Just came across a cool file that just nuked everything.

I just came across a cool file that just nuked everything off my VM. It did not get picked up by NOD32 nor BoClean.
So do no execute a file that in a decription says:
TEMPERASER MFC

The icon is of a blue bubble that says "chat" the exact file size is 606,208 bytes.

KAV ID it, same goes for Mcaffee, Avast but the rest are haveing problems inlcluding Norton.
TDS-3 detects it as KILLFILES.hi
So be careful.

Yeah did send it to NOd32 and others.


P.S.
Nod32 in question is 2.5 beta at max settings.

 

ArcaVir and Dr.Web detect this Trojan too.

NOD32 does not, it seems

 

Over the years of testing different anti-viruses I concluded that Nod32 is low on resources but not really something I would fully trust. They are trying I know that.
But that file is quite old and it has been around the net for a while. And inlcuding that fact that a free AV detects it and a paid does not is kind of .
It would be a childplay if the file was nothing more but a worm, but in fact this file nukes your whole harddrive! It leaves the running icons in place so you think that your protection is working...but once you duble click on it you will realize that nod32.exe blah blah.exe can not be found error.

 

Good thing I've got McAfee on my bro's PC........I came only two days ago to the NOD community

Not saying NOD is bad - I've submitted many files to Jotti where NOD heuristics caught - the heuristics work 80-85% of the time

And that is what I love about NOD (apart from Daddy Cool Happy Bytes of course )

 

you have never tested it against spyware or trojans haven't you?
The heuritics don't fare so well there.

 

Spyware...No.

Trojans...yes. Still quite good. From my observation, NOD32's heuristic trojan detection was better than BitDefender or ArcaVir - both of which have a nice heuristics engine (not as good as NOD32 though)

Signature wise - BitDefender is better, and NOD32 is roughly equal to ArcaVir

 

So you just doubled clicked on a file (with eraser in the file name) that you knew nothing about and thought, "Oh well, I've got an AV, all will be well". What a wonderfully astute move!
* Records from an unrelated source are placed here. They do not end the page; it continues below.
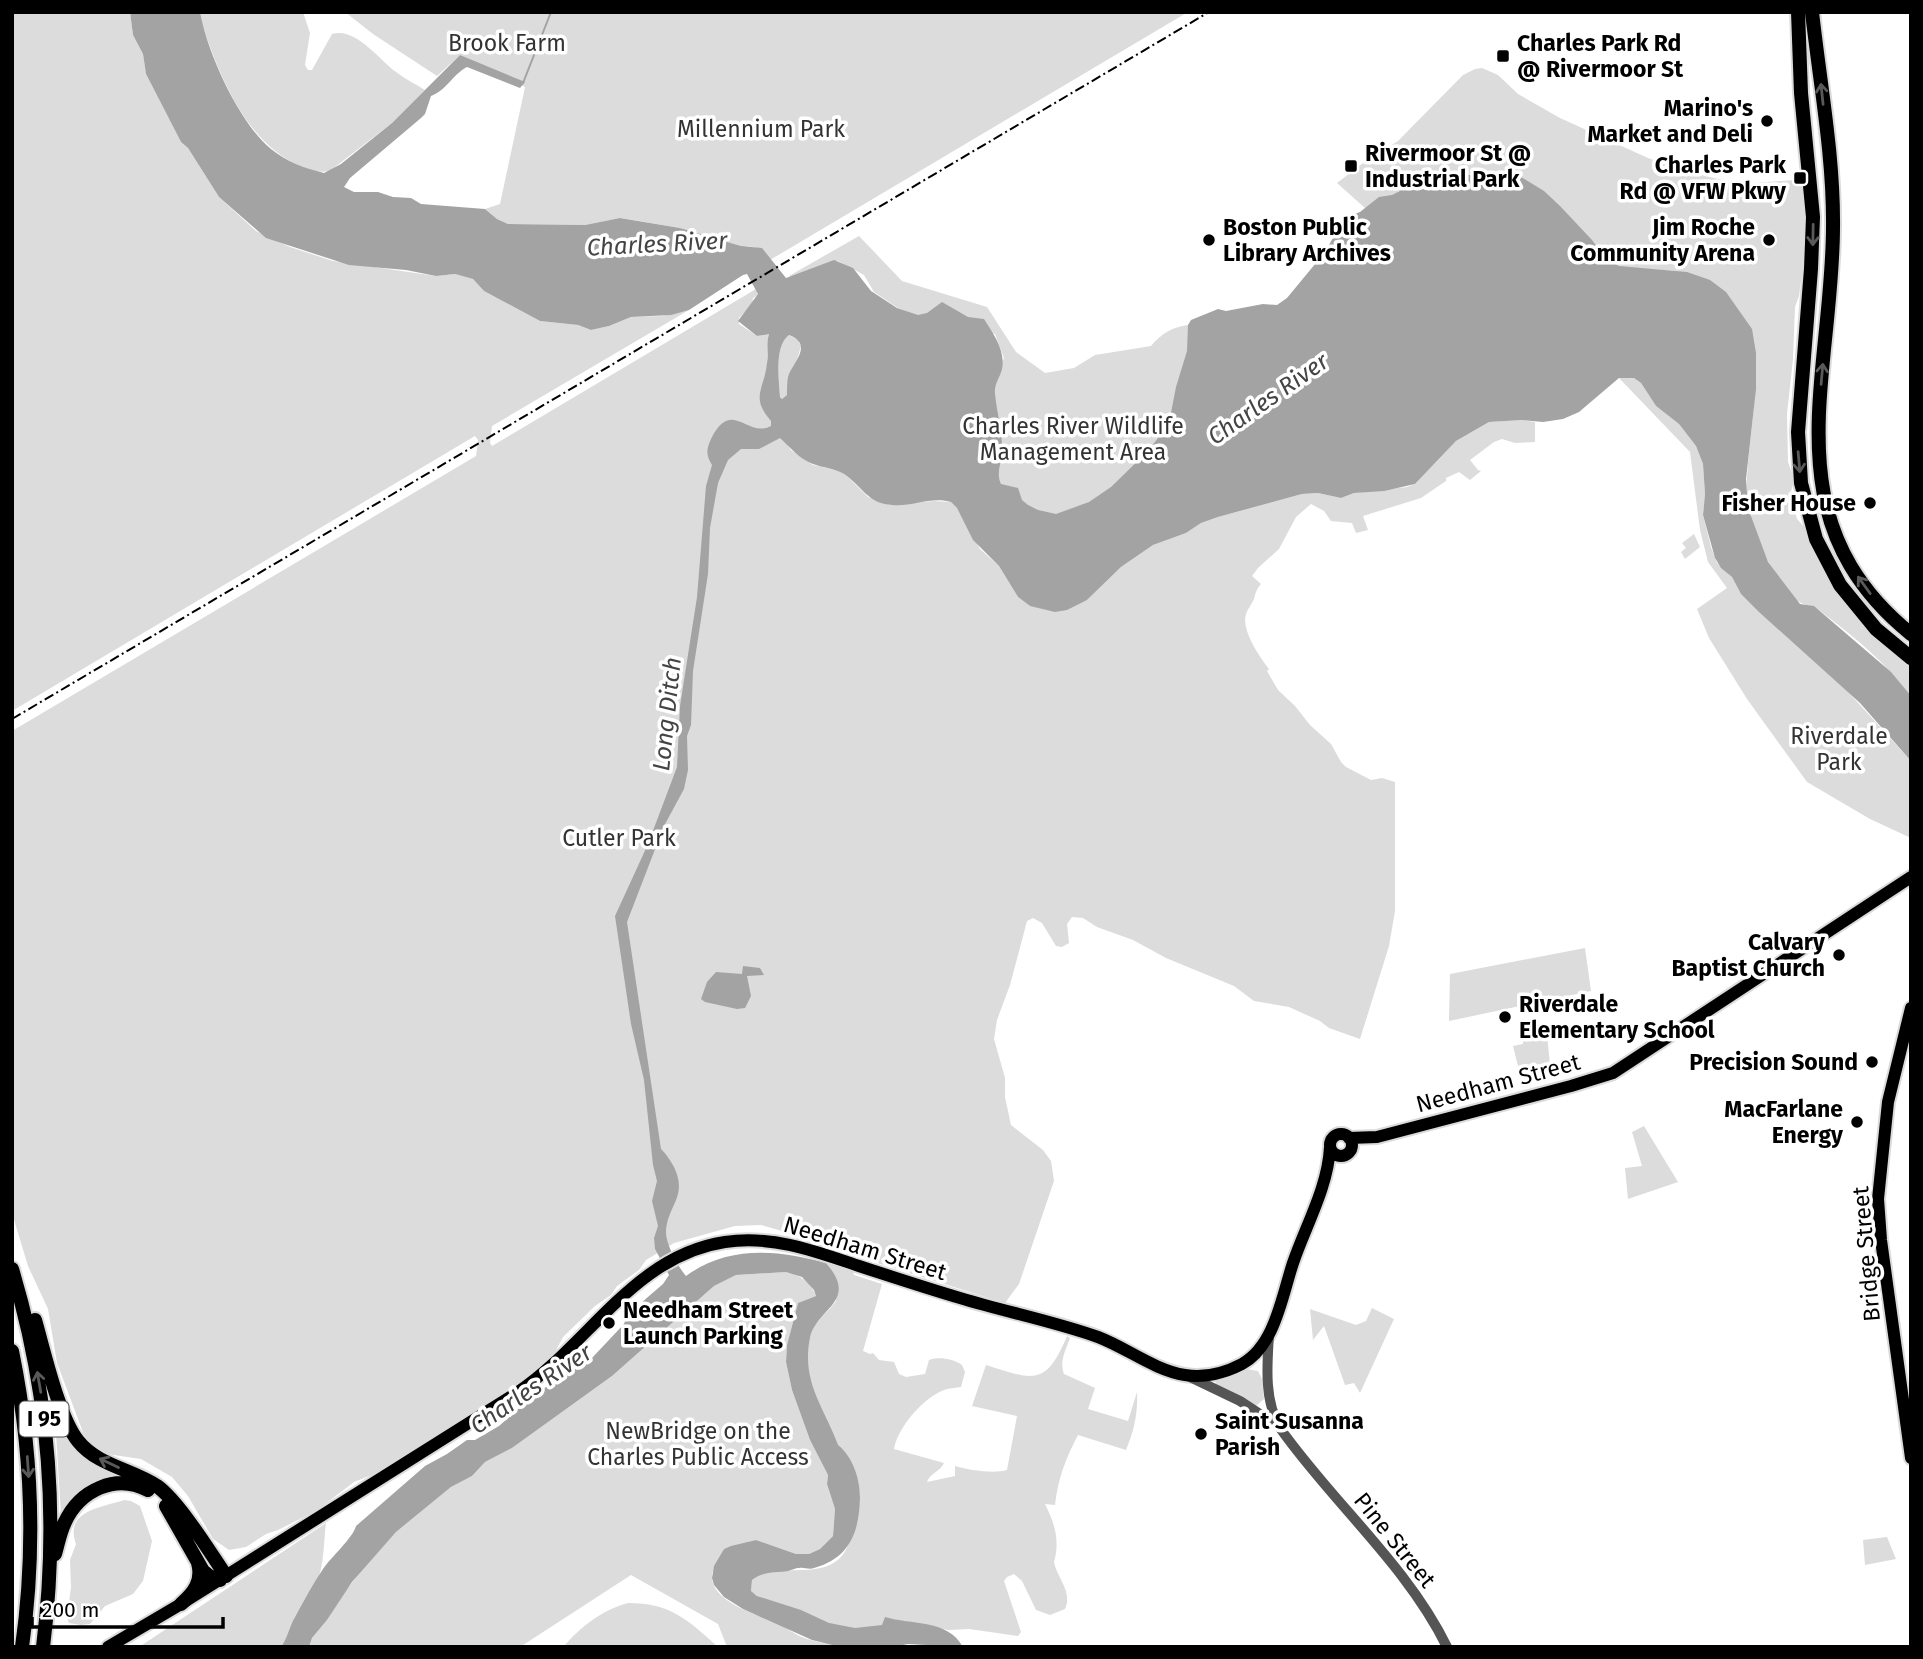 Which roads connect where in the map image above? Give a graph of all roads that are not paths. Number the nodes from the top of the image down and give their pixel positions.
1 (1798, 12) edge
2 (1812, 12) edge
3 (1822, 490) junction
4 (1804, 494) junction
5 (1911, 635) edge
6 (1911, 658) edge
7 (1910, 878) edge
8 (1911, 1008) edge
9 (1330, 1147) junction
10 (1347, 1148) junction
11 (1328, 1171) junction
12 (14, 1275) edge
13 (1269, 1333) junction
14 (12, 1351) edge
15 (1257, 1352) junction
16 (1186, 1375) junction
17 (1268, 1384) junction
18 (1280, 1428) junction
19 (1911, 1458) edge
20 (197, 1562) junction
21 (50, 1572) junction
22 (223, 1578) junction
23 (181, 1604) junction
24 (22, 1647) edge
25 (43, 1647) edge
26 (108, 1647) edge
27 (1447, 1647) edge

1 -> 4 highway
3 -> 2 highway
3 - 4 highway
5 -> 3 highway
4 - 6 highway
7 - 10 main road, Needham Street
8 - 19 main road, Bridge Street
9 - 10 main road
9 - 10 main road
9 - 11 main road, Needham Street
10 - 11 main road, Needham Street
11 - 13 main road, Needham Street
21 -> 12 highway, I 95
22 -> 12 highway
13 - 15 main road, Needham Street
13 - 17 street, Pine Street
14 -> 24 highway, I 95
15 - 16 main road, Needham Street
15 - 17 street, Pine Street
16 - 18 street, Pine Street
16 - 22 main road, Needham Street
17 - 18 street, Pine Street
18 - 27 street, Pine Street
20 - 21 highway
20 - 22 highway
20 - 23 highway
21 - 25 highway, I 95
22 - 23 main road, Needham Street
23 - 26 main road, Needham Street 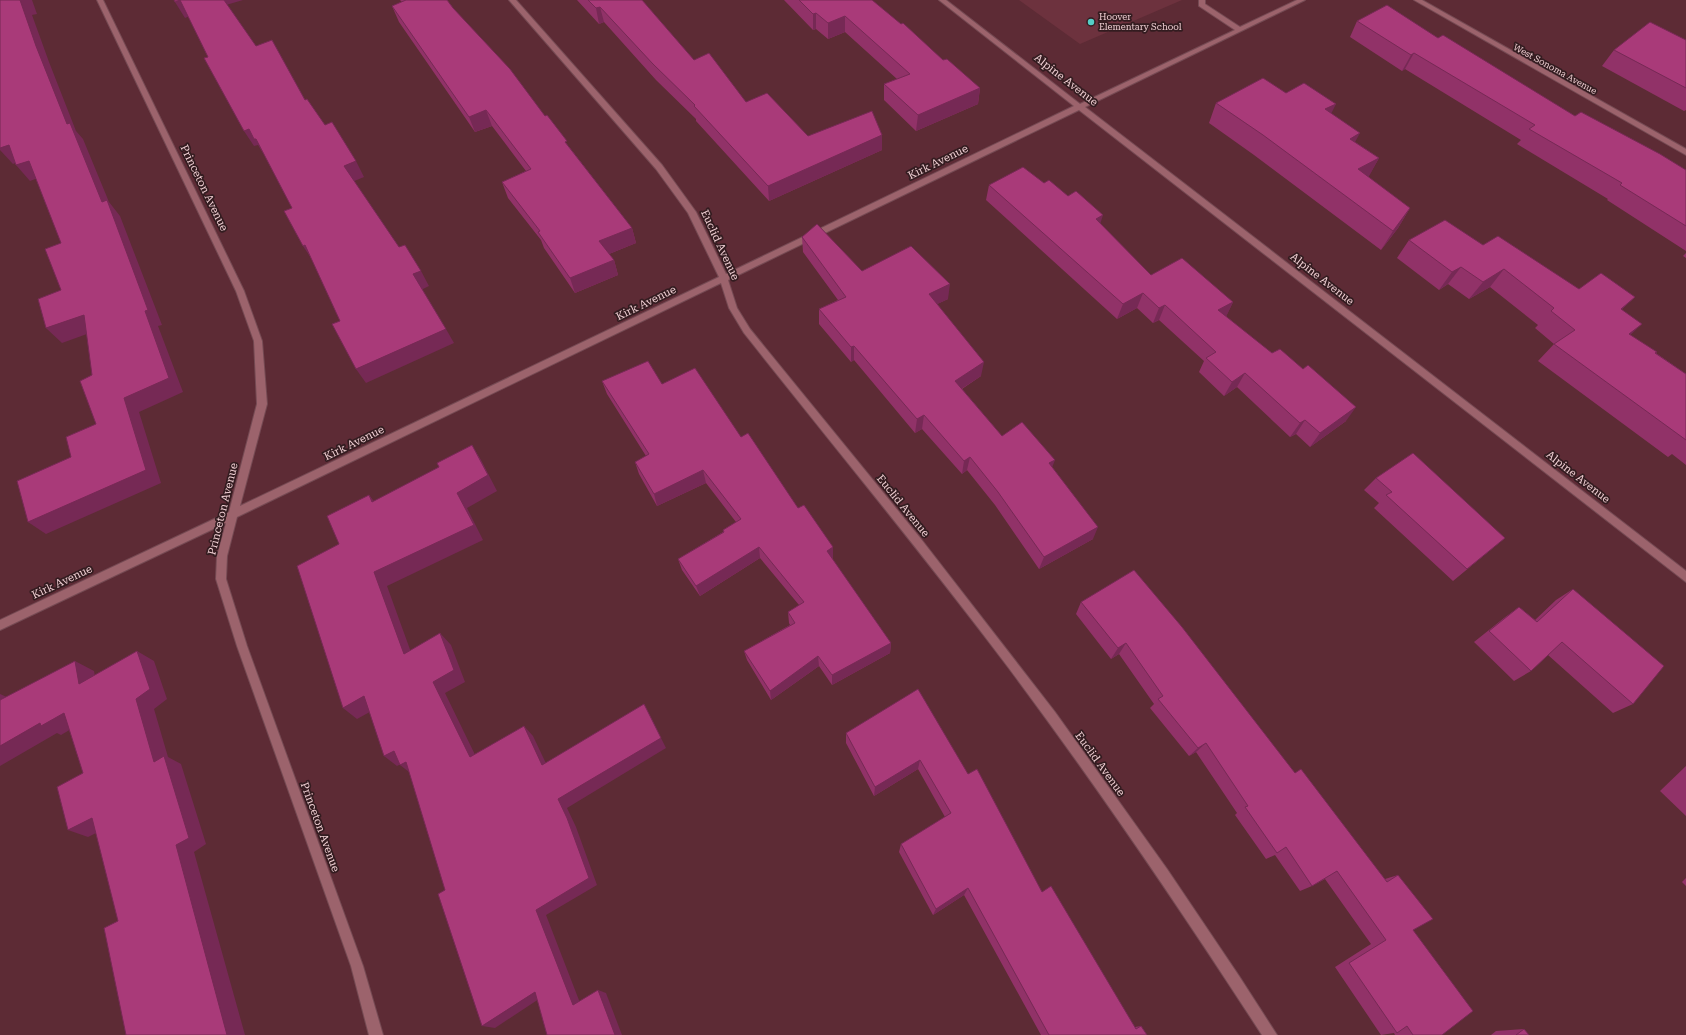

And, perchance, did this file arrive via e-mail from someone you'd never heard of? Another example of your sagacity?

 

Well, I understand what you mean Holden4th but I find too that NOD32 should have reacted. If KAV, Avast and Mcafee gave a howl NOD should have done the same. Especially since it's an older file it should have been something detected by at least the heuristics, or not?

 

You'd want this detected by heuristics? Are you serious? Heuristics are behavioral directed techniques. Detecting this by heuristics would run the risk of flagging every drive/folder cleaning program in existence. No, this is one that needs signature coverage - either specific or generic.

Blue

 

I don't care which part of NOD would have detected this
Of course the heuristics is not the most probable piece to do that...

But not deteing anything at all, while other programs do (by signatures) is not cool.

 

Edwin,

It's in that heuristics "is not the most probable piece to do that", it's that heuristics is not the piece period. I'm being a little strident on this point since users or potential users of NOD32 might not understand the issues behind the words and view this as a significant shortfall of the heuristics component in NOD32, which it is decidedly not.

Naturally, being able to deal with this type of program would require a sample to develop a robust signature, which apparently has be provided by the original poster.

Even at that, I am somewhat less sanguine at the direction that posters are indicating in this thread. Not all bad outcomes are due to malware - I am ignoring all specifics in this particular case since I have not seen the file in question. The fact of the matter is, it's likely that a renamed, but valid, automated disk eraser utility would perform precisely the job described in thread, as would a simple batch file with the single command "DEL /S C:\*.*" Bad outcomes if run inattentively to be sure.

Blue

 

I would like to report that this sample should be added soon (say, a week or so at the maximum) as Eset should have recieved this sample because some others have also sent it.